On-line version ISSN 2411-9717
Print version ISSN 0038-223X

J. S. Afr. Inst. Min. Metall. vol.115 n.4 Johannesburg Apr. 2015

 

STUDENT EDITION

 

A critical evaluation of the water reticulation system at Vlaklaagte Shaft, Goedehoop Colliery

 

 

R. Lombard

University of Pretoria

 

 


SYNOPSIS

Water is a very important component in the production process at underground coal mines. Current unfavourable economic conditions have forced the coal mining industry to identify and address every possible bottleneck preventing optimal production. An increase in water-related downtime was identified as one of the bottlenecks at Goedehoop Colliery's Vlaklaagte Shaft. The purpose of this project was to identify the various causes that contributed to the high downtime (501 hours in 2013, which led to a potential profit loss of R12.9 million) and to suggest possible solutions.
After a thorough investigation the main causes of water-related downtime were identified as low water pressure and low water flow caused by pipe leakages and bursts. The main root cause for the low water flow and pressure was identified as being the low pressure resistance (1600 kPa) of the thin-walled galvanized steel pipes used in the underground inbye water reticulation system. The pipes were selected according to the previous 1000 kPa pressure requirement for the continuous miner. However, the pressure requirement changed to 1500 kPa, which resulted in the pipes being exposed to much higher pressures than designed for.
The water reticulation system was reviewed and current and future underground pipe layout and water requirements were determined for the shaft. The time frame in which the water consumption would be the highest was determined to be between 1 January 2014 and 7 September 2014. Machine and sprayer specifications were used to determine the water consumption at the shaft.
Three different solutions were considered to solve the water-related downtime problem and to ensure the efficient supply of water to the newly open sections. Permanent underground concrete dams, semi-mobile dams, or new pipe columns with a higher pressure resistance of 3200 kPa were considered. A trade-off study (taking into consideration cost, time to completion and ease of implementation, maintenance requirements, safety, and flexibility) was completed to determine which of these solutions would be most viable.

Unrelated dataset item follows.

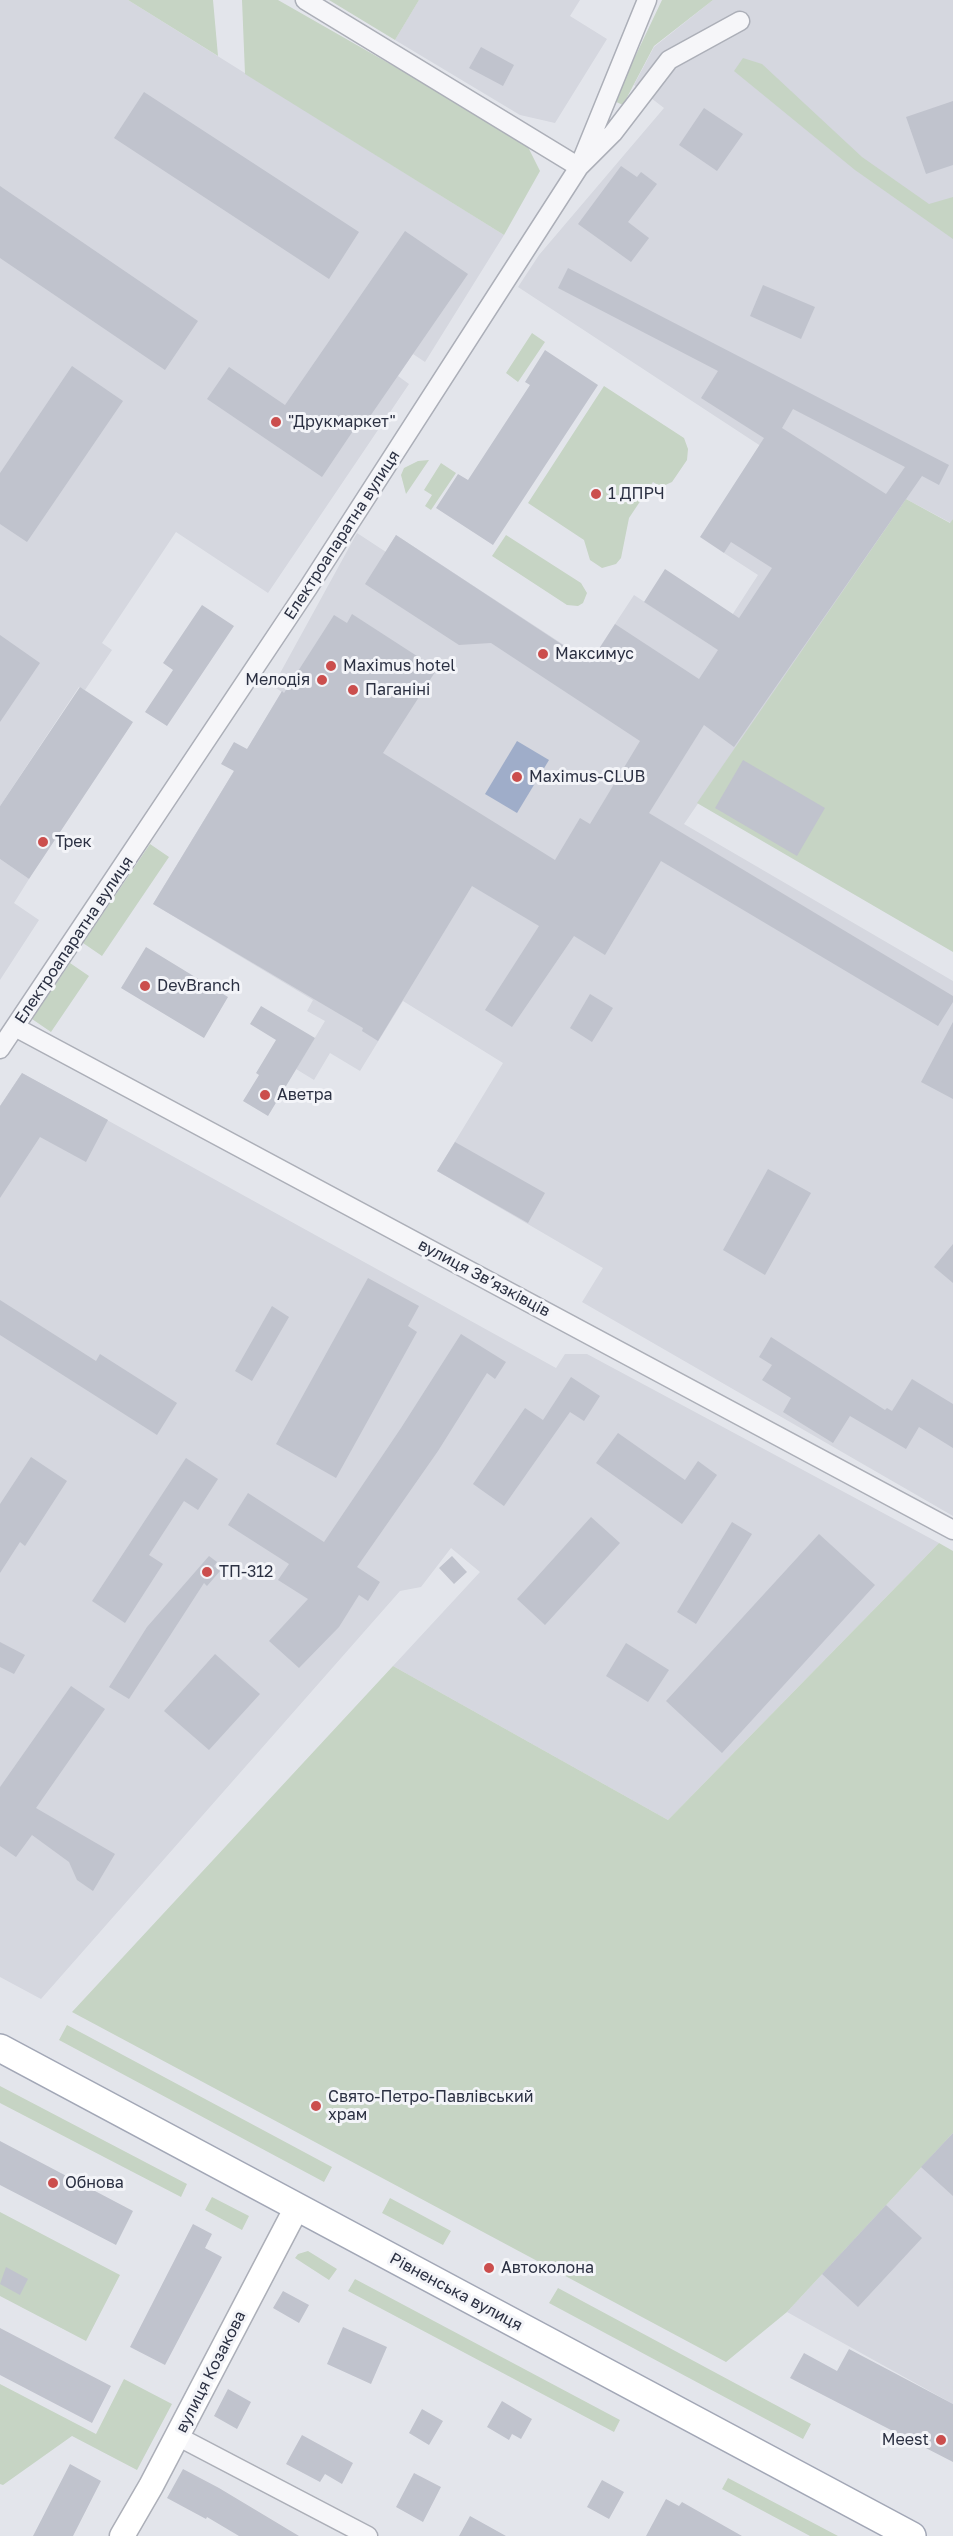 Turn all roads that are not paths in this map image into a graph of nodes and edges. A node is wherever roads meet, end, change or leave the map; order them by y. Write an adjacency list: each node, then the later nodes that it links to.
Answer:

Keywords: water reticulation, down time, pipe bursts, leakages, cascade dam system, permanent dams, portable dams


 

 

Mine background

Goedehoop Colliery is situated approximately 40 km east of Witbank in Mpumalanga Province. Currently Goedehoop has two underground shafts - Vlaklaagte Shaft, which is situated in the southern part, and Simunye Shaft, which is situated in the northern part - which consist of 11 sections. The bord and pillar mining method is employed for coal extraction and each section is equipped with one double-boom Fletcher roofbolter, one feeder breaker, three 20 t shuttle cars, and one continuous miner (CM).

Goedehoop produces 8.7 Mt of run-of-mine (ROM) yearly, of which 5 Mt are saleable. Ninety-nine per cent of the coal from Goedehoop is exported through Richards Bay (Becht, 2010).

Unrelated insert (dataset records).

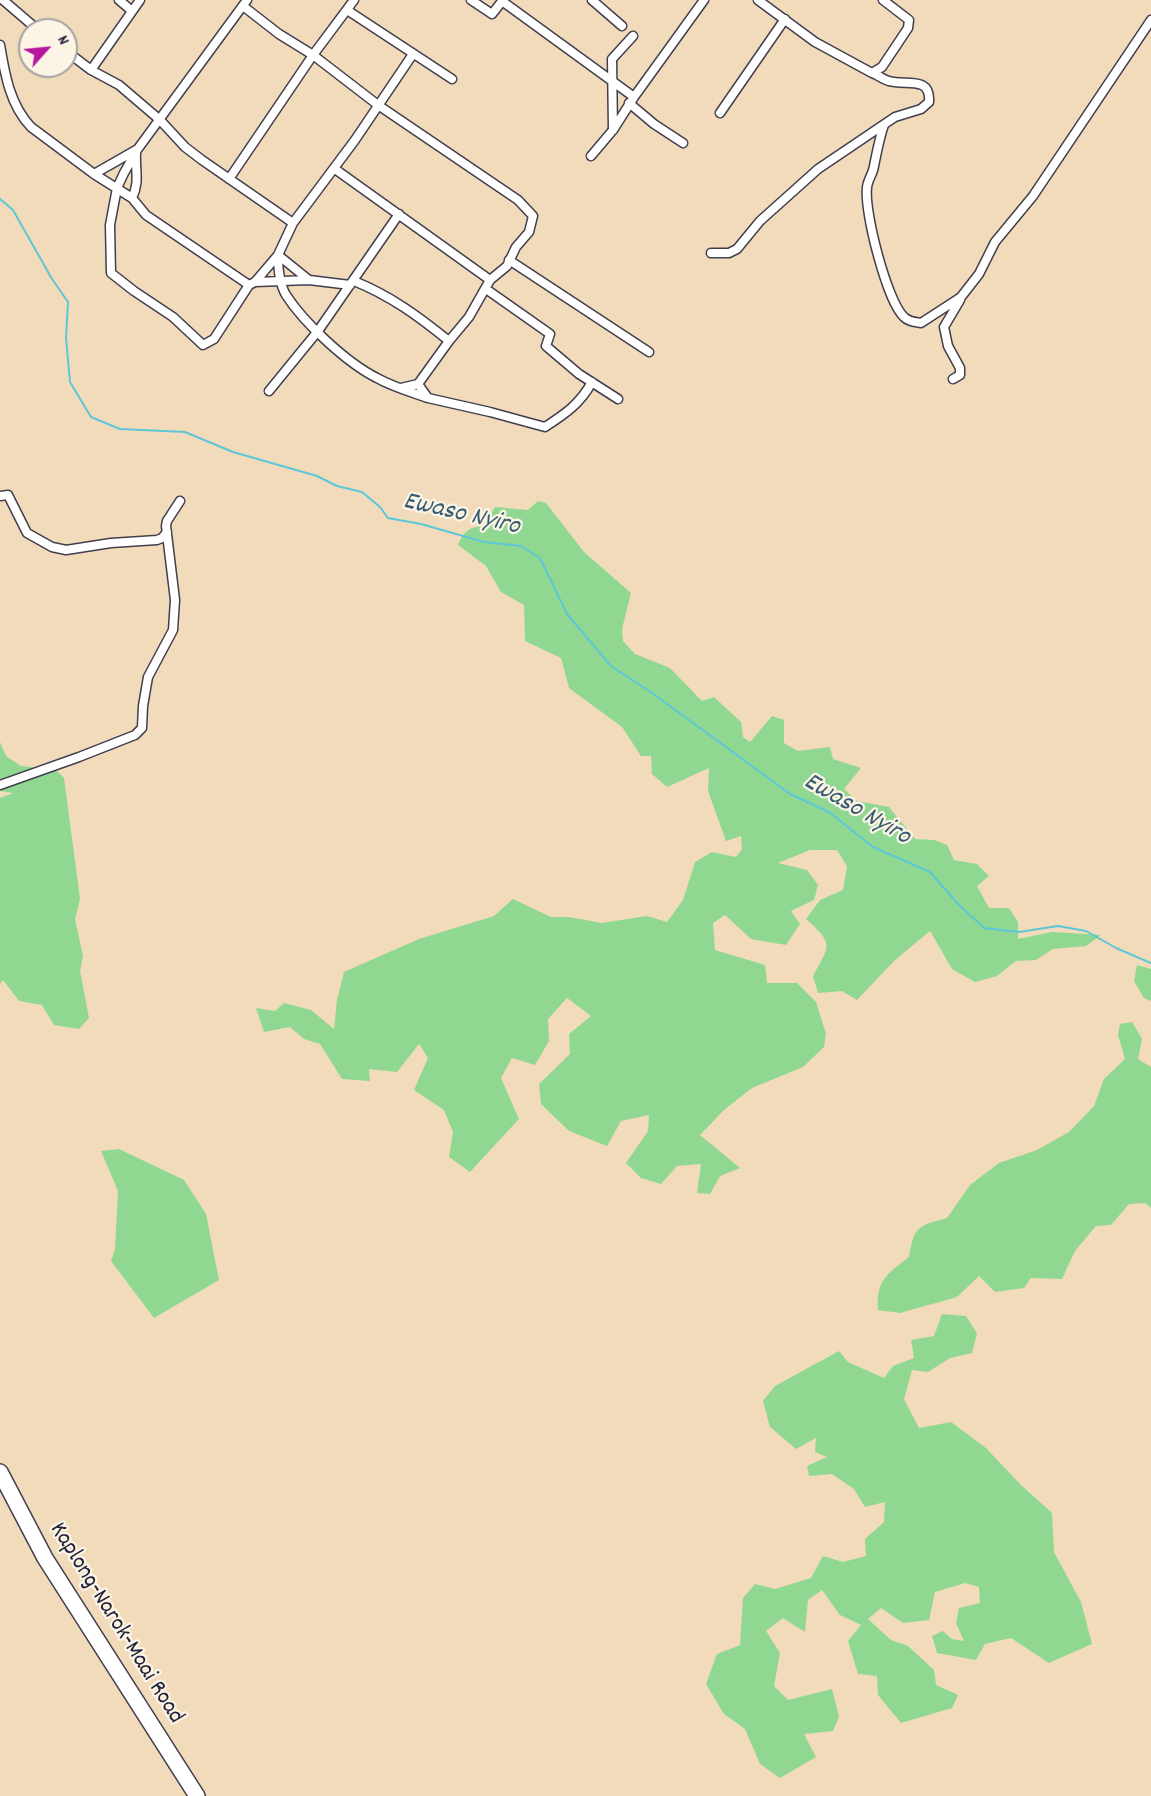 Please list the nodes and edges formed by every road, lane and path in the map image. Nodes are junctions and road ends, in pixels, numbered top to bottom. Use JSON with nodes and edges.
{"nodes":[{"id":1,"x":3,"y":0,"type":"edge"},
{"id":2,"x":119,"y":0,"type":"edge"},
{"id":3,"x":140,"y":0,"type":"edge"},
{"id":4,"x":354,"y":0,"type":"edge"},
{"id":5,"x":471,"y":0,"type":"edge"},
{"id":6,"x":502,"y":0,"type":"edge"},
{"id":7,"x":592,"y":0,"type":"edge"},
{"id":8,"x":704,"y":0,"type":"edge"},
{"id":9,"x":758,"y":0,"type":"edge"},
{"id":10,"x":883,"y":0,"type":"edge"},
{"id":11,"x":245,"y":2,"type":"edge"},
{"id":12,"x":132,"y":10,"type":"junction"},
{"id":13,"x":347,"y":10,"type":"junction"},
{"id":14,"x":24,"y":18,"type":"edge"},
{"id":15,"x":784,"y":19,"type":"junction"},
{"id":16,"x":1151,"y":20,"type":"edge"},
{"id":17,"x":622,"y":26,"type":"dead end"},
{"id":18,"x":633,"y":36,"type":"dead end"},
{"id":19,"x":0,"y":45,"type":"edge"},
{"id":20,"x":412,"y":54,"type":"junction"},
{"id":21,"x":313,"y":55,"type":"junction"},
{"id":22,"x":78,"y":60,"type":"edge"},
{"id":23,"x":91,"y":70,"type":"junction"},
{"id":24,"x":872,"y":73,"type":"junction"},
{"id":25,"x":452,"y":79,"type":"dead end"},
{"id":26,"x":611,"y":79,"type":"junction"},
{"id":27,"x":632,"y":100,"type":"junction"},
{"id":28,"x":378,"y":105,"type":"junction"},
{"id":29,"x":720,"y":113,"type":"dead end"},
{"id":30,"x":160,"y":120,"type":"junction"},
{"id":31,"x":884,"y":125,"type":"junction"},
{"id":32,"x":613,"y":130,"type":"junction"},
{"id":33,"x":683,"y":143,"type":"dead end"},
{"id":34,"x":136,"y":150,"type":"junction"},
{"id":35,"x":591,"y":156,"type":"dead end"},
{"id":36,"x":335,"y":169,"type":"junction"},
{"id":37,"x":94,"y":174,"type":"junction"},
{"id":38,"x":229,"y":179,"type":"junction"},
{"id":39,"x":117,"y":188,"type":"junction"},
{"id":40,"x":132,"y":198,"type":"junction"},
{"id":41,"x":399,"y":214,"type":"junction"},
{"id":42,"x":293,"y":223,"type":"junction"},
{"id":43,"x":711,"y":253,"type":"dead end"},
{"id":44,"x":278,"y":255,"type":"junction"},
{"id":45,"x":509,"y":260,"type":"junction"},
{"id":46,"x":309,"y":280,"type":"junction"},
{"id":47,"x":281,"y":282,"type":"junction"},
{"id":48,"x":352,"y":283,"type":"junction"},
{"id":49,"x":252,"y":284,"type":"junction"},
{"id":50,"x":488,"y":285,"type":"junction"},
{"id":51,"x":961,"y":297,"type":"junction"},
{"id":52,"x":318,"y":331,"type":"junction"},
{"id":53,"x":449,"y":340,"type":"junction"},
{"id":54,"x":649,"y":352,"type":"dead end"},
{"id":55,"x":953,"y":379,"type":"dead end"},
{"id":56,"x":592,"y":382,"type":"junction"},
{"id":57,"x":418,"y":384,"type":"junction"},
{"id":58,"x":401,"y":388,"type":"junction"},
{"id":59,"x":269,"y":391,"type":"dead end"},
{"id":60,"x":428,"y":398,"type":"junction"},
{"id":61,"x":618,"y":399,"type":"dead end"},
{"id":62,"x":0,"y":496,"type":"edge"},
{"id":63,"x":180,"y":501,"type":"dead end"},
{"id":64,"x":166,"y":532,"type":"junction"},
{"id":65,"x":0,"y":785,"type":"edge"},
{"id":66,"x":0,"y":1472,"type":"edge"},
{"id":67,"x":197,"y":1796,"type":"edge"}],
"edges":[{"from":1,"to":14,"type":"street"},
{"from":2,"to":12,"type":"street"},
{"from":3,"to":12,"type":"street"},
{"from":4,"to":13,"type":"street"},
{"from":5,"to":6,"type":"street"},
{"from":6,"to":26,"type":"street"},
{"from":7,"to":17,"type":"street"},
{"from":8,"to":27,"type":"street"},
{"from":9,"to":15,"type":"street"},
{"from":10,"to":24,"type":"street"},
{"from":11,"to":21,"type":"street"},
{"from":11,"to":30,"type":"street"},
{"from":12,"to":23,"type":"street"},
{"from":13,"to":20,"type":"street"},
{"from":13,"to":21,"type":"street"},
{"from":15,"to":24,"type":"street"},
{"from":15,"to":29,"type":"street"},
{"from":16,"to":51,"type":"street"},
{"from":18,"to":26,"type":"street"},
{"from":19,"to":37,"type":"street"},
{"from":20,"to":25,"type":"street"},
{"from":20,"to":28,"type":"street"},
{"from":21,"to":28,"type":"street"},
{"from":21,"to":38,"type":"street"},
{"from":22,"to":23,"type":"street"},
{"from":23,"to":30,"type":"street"},
{"from":24,"to":31,"type":"street"},
{"from":26,"to":27,"type":"street"},
{"from":26,"to":32,"type":"street"},
{"from":27,"to":32,"type":"street"},
{"from":27,"to":33,"type":"street"},
{"from":28,"to":36,"type":"street"},
{"from":28,"to":45,"type":"street"},
{"from":30,"to":34,"type":"street"},
{"from":30,"to":38,"type":"street"},
{"from":31,"to":43,"type":"street"},
{"from":31,"to":51,"type":"street"},
{"from":32,"to":35,"type":"street"},
{"from":34,"to":37,"type":"street"},
{"from":34,"to":39,"type":"street"},
{"from":34,"to":40,"type":"street"},
{"from":36,"to":41,"type":"street"},
{"from":36,"to":42,"type":"street"},
{"from":37,"to":39,"type":"street"},
{"from":38,"to":42,"type":"street"},
{"from":39,"to":40,"type":"street"},
{"from":39,"to":49,"type":"street"},
{"from":40,"to":49,"type":"street"},
{"from":41,"to":48,"type":"street"},
{"from":41,"to":50,"type":"street"},
{"from":42,"to":44,"type":"street"},
{"from":44,"to":46,"type":"street"},
{"from":44,"to":47,"type":"street"},
{"from":44,"to":49,"type":"street"},
{"from":45,"to":50,"type":"street"},
{"from":45,"to":54,"type":"street"},
{"from":46,"to":47,"type":"street"},
{"from":46,"to":48,"type":"street"},
{"from":47,"to":49,"type":"street"},
{"from":47,"to":52,"type":"street"},
{"from":48,"to":52,"type":"street"},
{"from":48,"to":53,"type":"street"},
{"from":50,"to":53,"type":"street"},
{"from":50,"to":56,"type":"street"},
{"from":51,"to":55,"type":"street"},
{"from":52,"to":58,"type":"street"},
{"from":52,"to":59,"type":"street"},
{"from":53,"to":57,"type":"street"},
{"from":56,"to":60,"type":"street"},
{"from":56,"to":61,"type":"street"},
{"from":57,"to":58,"type":"street"},
{"from":57,"to":60,"type":"street"},
{"from":58,"to":60,"type":"street"},
{"from":62,"to":64,"type":"street"},
{"from":63,"to":64,"type":"street"},
{"from":64,"to":65,"type":"street"},
{"from":66,"to":67,"type":"highway","name":"Kaplong-Narok-Maai Road"}]}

Vlaklaagte Shaft is currently mining only the No. 4 Seam, as the No. 2 Seam has been mined out. The shaft produced approximately 320 634 t of coal per month in 2013 and made a profit of R120 per ton due to the high-quality coal (on average 27.5 MJ/kg) that is extracted at this shaft (Du Buisson, 2013). The shaft consists of six sections: Section 1 (Simunye), Section 2 (Magwape), Section 3 (Siyaya), Section 4 (Ngwenya), and Block 7 (Section 5/6 and Section 9/10).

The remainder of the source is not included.